▶ Task directions:
Copy every record exactly as it stands. Leave the pictures out.

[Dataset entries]

------------------------

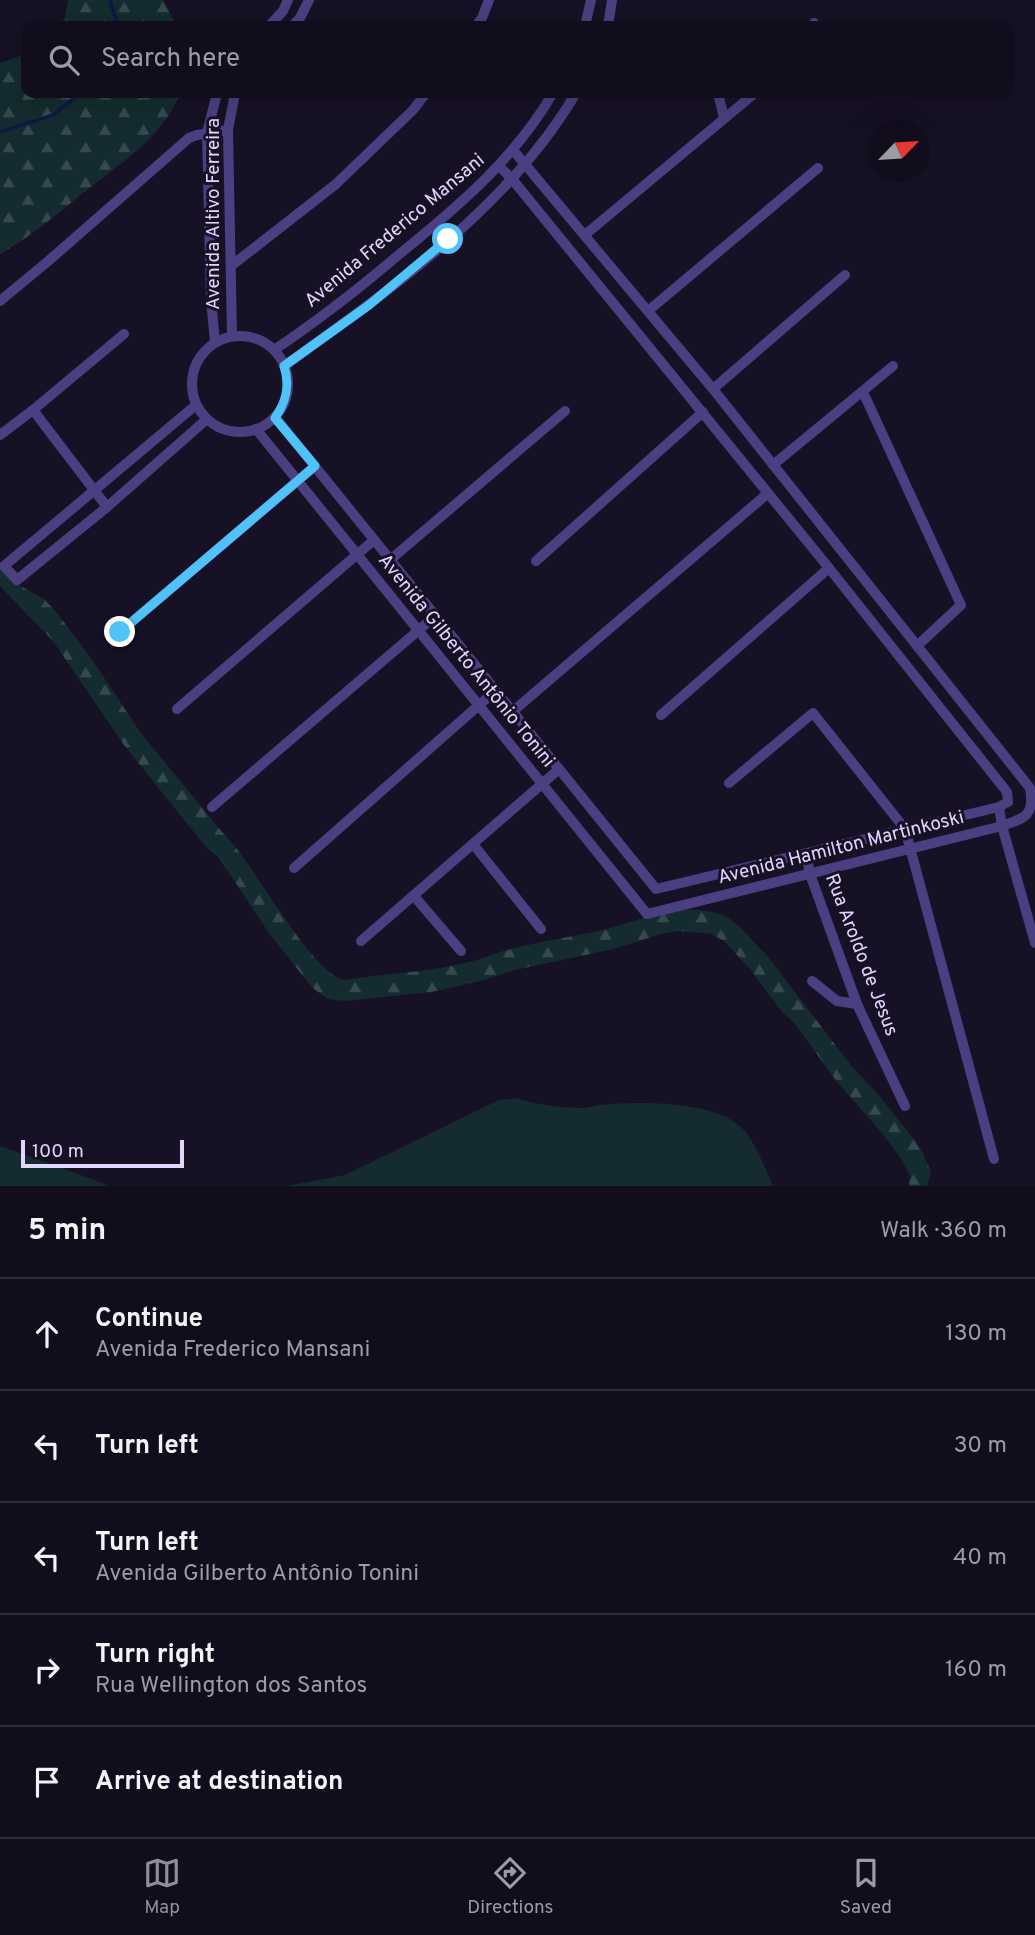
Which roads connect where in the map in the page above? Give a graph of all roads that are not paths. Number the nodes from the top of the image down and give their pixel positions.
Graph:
1 (288, 0) edge
2 (309, 0) edge
3 (488, 0) edge
4 (592, 0) edge
5 (612, 0) edge
6 (274, 21) edge
7 (295, 21) edge
8 (480, 21) edge
9 (586, 21) edge
10 (609, 21) edge
11 (216, 98) edge
12 (234, 98) edge
13 (422, 98) edge
14 (549, 98) edge
15 (573, 98) edge
16 (720, 98) edge
17 (749, 98) edge
18 (724, 118) junction
19 (228, 130) junction
20 (207, 133) junction
21 (513, 150) junction
22 (526, 163) junction
23 (499, 167) junction
24 (818, 168) dead end
25 (512, 179) junction
26 (586, 234) junction
27 (231, 266) junction
28 (845, 275) dead end
29 (0, 301) edge
30 (648, 311) junction
31 (124, 334) dead end
32 (232, 336) junction
33 (215, 342) junction
34 (274, 351) junction
35 (284, 366) junction
36 (893, 366) dead end
37 (713, 389) junction
38 (863, 392) junction
39 (197, 405) junction
40 (33, 410) junction
41 (565, 411) dead end
42 (702, 412) junction
43 (275, 418) junction
44 (207, 419) junction
45 (257, 429) junction
46 (0, 435) edge
47 (773, 465) junction
48 (315, 466) junction
49 (297, 479) junction
50 (95, 492) junction
51 (767, 494) junction
52 (107, 507) junction
53 (374, 540) junction
54 (357, 554) junction
55 (390, 561) junction
56 (536, 561) dead end
57 (829, 568) junction
58 (435, 617) junction
59 (419, 631) junction
60 (120, 632) dead end
61 (917, 646) junction
62 (495, 691) junction
63 (479, 706) junction
64 (177, 709) dead end
65 (512, 712) junction
66 (661, 715) dead end
67 (558, 770) junction
68 (729, 783) dead end
69 (543, 784) junction
70 (1034, 802) edge
71 (1004, 804) junction
72 (212, 807) dead end
73 (1002, 826) junction
74 (905, 829) junction
75 (473, 844) junction
76 (912, 848) junction
77 (806, 854) junction
78 (294, 868) dead end
79 (810, 874) junction
80 (660, 890) joint
81 (414, 896) junction
82 (647, 914) joint
83 (541, 929) dead end
84 (361, 941) dead end
85 (1035, 943) edge
86 (460, 951) dead end
87 (812, 981) dead end
88 (857, 1004) junction
89 (905, 1106) dead end
90 (994, 1159) dead end

1 - 6 street
2 - 7 street
3 - 8 street
4 - 9 street
5 - 10 street
11 - 20 street, Avenida Altivo Ferreira
12 - 19 street, Avenida Altivo Ferreira
13 - 27 street
14 - 21 street, Avenida Frederico Mansani
15 - 22 street, Avenida Frederico Mansani
16 - 18 street
17 - 18 street
18 - 26 street
19 - 20 street
19 - 27 street, Avenida Altivo Ferreira
20 - 29 street
20 - 33 street, Avenida Altivo Ferreira
21 - 22 street
21 - 23 street, Avenida Frederico Mansani
22 - 25 street, Avenida Frederico Mansani
22 - 26 street
23 - 25 street
23 - 34 street, Avenida Frederico Mansani
24 - 30 street
25 - 35 street, Avenida Frederico Mansani
25 - 42 street
26 - 30 street
27 - 32 street, Avenida Altivo Ferreira
28 - 37 street
30 - 37 street
31 - 40 street
32 - 33 street
32 - 34 street
33 - 39 street
34 - 35 street
35 - 43 street
36 - 38 street
37 - 47 street
38 - 47 street
38 - 61 street
39 - 44 street
39 - 50 street
40 - 46 street
40 - 50 street
41 - 55 street
42 - 51 street
42 - 56 street
43 - 45 street
43 - 48 street, Avenida Gilberto Antônio Tonini
44 - 45 street
44 - 52 street
45 - 49 street, Avenida Gilberto Antônio Tonini
47 - 61 street
48 - 49 street
48 - 53 street, Avenida Gilberto Antônio Tonini
49 - 54 street, Avenida Gilberto Antônio Tonini
49 - 60 street
50 - 52 street
50 - 52 street
51 - 57 street
51 - 65 street
53 - 54 street
53 - 55 street, Avenida Gilberto Antônio Tonini
54 - 59 street, Avenida Gilberto Antônio Tonini
54 - 64 street
55 - 58 street, Avenida Gilberto Antônio Tonini
57 - 66 street
57 - 71 street
58 - 59 street
58 - 62 street, Avenida Gilberto Antônio Tonini
59 - 63 street, Avenida Gilberto Antônio Tonini
59 - 72 street
61 - 70 street
62 - 63 street
62 - 65 street, Avenida Gilberto Antônio Tonini
63 - 69 street, Avenida Gilberto Antônio Tonini
63 - 78 street
65 - 67 street, Avenida Gilberto Antônio Tonini
67 - 69 street
67 - 80 street, Avenida Gilberto Antônio Tonini
68 - 74 street
69 - 75 street
69 - 82 street, Avenida Gilberto Antônio Tonini
70 - 73 street, Avenida Hamilton Martinkoski
71 - 73 street
71 - 74 street, Avenida Hamilton Martinkoski
73 - 76 street, Avenida Hamilton Martinkoski
73 - 85 street
74 - 76 street
74 - 77 street, Avenida Hamilton Martinkoski
75 - 81 street
75 - 83 street
76 - 79 street, Avenida Hamilton Martinkoski
76 - 90 street
77 - 79 street, Rua Aroldo de Jesus
77 - 80 street, Avenida Hamilton Martinkoski
79 - 82 street, Avenida Hamilton Martinkoski
79 - 88 street, Rua Aroldo de Jesus
81 - 84 street
81 - 86 street
87 - 88 street
88 - 89 street, Rua Aroldo de Jesus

------------------------

▶ Output of the exercise:
Which roads connect where in the map in the page above? Give a graph of all roads that are not paths. Number the nodes from the top of the image down and give their pixel positions.
Graph:
1 (288, 0) edge
2 (309, 0) edge
3 (488, 0) edge
4 (592, 0) edge
5 (612, 0) edge
6 (274, 21) edge
7 (295, 21) edge
8 (480, 21) edge
9 (586, 21) edge
10 (609, 21) edge
11 (216, 98) edge
12 (234, 98) edge
13 (422, 98) edge
14 (549, 98) edge
15 (573, 98) edge
16 (720, 98) edge
17 (749, 98) edge
18 (724, 118) junction
19 (228, 130) junction
20 (207, 133) junction
21 (513, 150) junction
22 (526, 163) junction
23 (499, 167) junction
24 (818, 168) dead end
25 (512, 179) junction
26 (586, 234) junction
27 (231, 266) junction
28 (845, 275) dead end
29 (0, 301) edge
30 (648, 311) junction
31 (124, 334) dead end
32 (232, 336) junction
33 (215, 342) junction
34 (274, 351) junction
35 (284, 366) junction
36 (893, 366) dead end
37 (713, 389) junction
38 (863, 392) junction
39 (197, 405) junction
40 (33, 410) junction
41 (565, 411) dead end
42 (702, 412) junction
43 (275, 418) junction
44 (207, 419) junction
45 (257, 429) junction
46 (0, 435) edge
47 (773, 465) junction
48 (315, 466) junction
49 (297, 479) junction
50 (95, 492) junction
51 (767, 494) junction
52 (107, 507) junction
53 (374, 540) junction
54 (357, 554) junction
55 (390, 561) junction
56 (536, 561) dead end
57 (829, 568) junction
58 (435, 617) junction
59 (419, 631) junction
60 (120, 632) dead end
61 (917, 646) junction
62 (495, 691) junction
63 (479, 706) junction
64 (177, 709) dead end
65 (512, 712) junction
66 (661, 715) dead end
67 (558, 770) junction
68 (729, 783) dead end
69 (543, 784) junction
70 (1034, 802) edge
71 (1004, 804) junction
72 (212, 807) dead end
73 (1002, 826) junction
74 (905, 829) junction
75 (473, 844) junction
76 (912, 848) junction
77 (806, 854) junction
78 (294, 868) dead end
79 (810, 874) junction
80 (660, 890) joint
81 (414, 896) junction
82 (647, 914) joint
83 (541, 929) dead end
84 (361, 941) dead end
85 (1035, 943) edge
86 (460, 951) dead end
87 (812, 981) dead end
88 (857, 1004) junction
89 (905, 1106) dead end
90 (994, 1159) dead end

1 - 6 street
2 - 7 street
3 - 8 street
4 - 9 street
5 - 10 street
11 - 20 street, Avenida Altivo Ferreira
12 - 19 street, Avenida Altivo Ferreira
13 - 27 street
14 - 21 street, Avenida Frederico Mansani
15 - 22 street, Avenida Frederico Mansani
16 - 18 street
17 - 18 street
18 - 26 street
19 - 20 street
19 - 27 street, Avenida Altivo Ferreira
20 - 29 street
20 - 33 street, Avenida Altivo Ferreira
21 - 22 street
21 - 23 street, Avenida Frederico Mansani
22 - 25 street, Avenida Frederico Mansani
22 - 26 street
23 - 25 street
23 - 34 street, Avenida Frederico Mansani
24 - 30 street
25 - 35 street, Avenida Frederico Mansani
25 - 42 street
26 - 30 street
27 - 32 street, Avenida Altivo Ferreira
28 - 37 street
30 - 37 street
31 - 40 street
32 - 33 street
32 - 34 street
33 - 39 street
34 - 35 street
35 - 43 street
36 - 38 street
37 - 47 street
38 - 47 street
38 - 61 street
39 - 44 street
39 - 50 street
40 - 46 street
40 - 50 street
41 - 55 street
42 - 51 street
42 - 56 street
43 - 45 street
43 - 48 street, Avenida Gilberto Antônio Tonini
44 - 45 street
44 - 52 street
45 - 49 street, Avenida Gilberto Antônio Tonini
47 - 61 street
48 - 49 street
48 - 53 street, Avenida Gilberto Antônio Tonini
49 - 54 street, Avenida Gilberto Antônio Tonini
49 - 60 street
50 - 52 street
50 - 52 street
51 - 57 street
51 - 65 street
53 - 54 street
53 - 55 street, Avenida Gilberto Antônio Tonini
54 - 59 street, Avenida Gilberto Antônio Tonini
54 - 64 street
55 - 58 street, Avenida Gilberto Antônio Tonini
57 - 66 street
57 - 71 street
58 - 59 street
58 - 62 street, Avenida Gilberto Antônio Tonini
59 - 63 street, Avenida Gilberto Antônio Tonini
59 - 72 street
61 - 70 street
62 - 63 street
62 - 65 street, Avenida Gilberto Antônio Tonini
63 - 69 street, Avenida Gilberto Antônio Tonini
63 - 78 street
65 - 67 street, Avenida Gilberto Antônio Tonini
67 - 69 street
67 - 80 street, Avenida Gilberto Antônio Tonini
68 - 74 street
69 - 75 street
69 - 82 street, Avenida Gilberto Antônio Tonini
70 - 73 street, Avenida Hamilton Martinkoski
71 - 73 street
71 - 74 street, Avenida Hamilton Martinkoski
73 - 76 street, Avenida Hamilton Martinkoski
73 - 85 street
74 - 76 street
74 - 77 street, Avenida Hamilton Martinkoski
75 - 81 street
75 - 83 street
76 - 79 street, Avenida Hamilton Martinkoski
76 - 90 street
77 - 79 street, Rua Aroldo de Jesus
77 - 80 street, Avenida Hamilton Martinkoski
79 - 82 street, Avenida Hamilton Martinkoski
79 - 88 street, Rua Aroldo de Jesus
81 - 84 street
81 - 86 street
87 - 88 street
88 - 89 street, Rua Aroldo de Jesus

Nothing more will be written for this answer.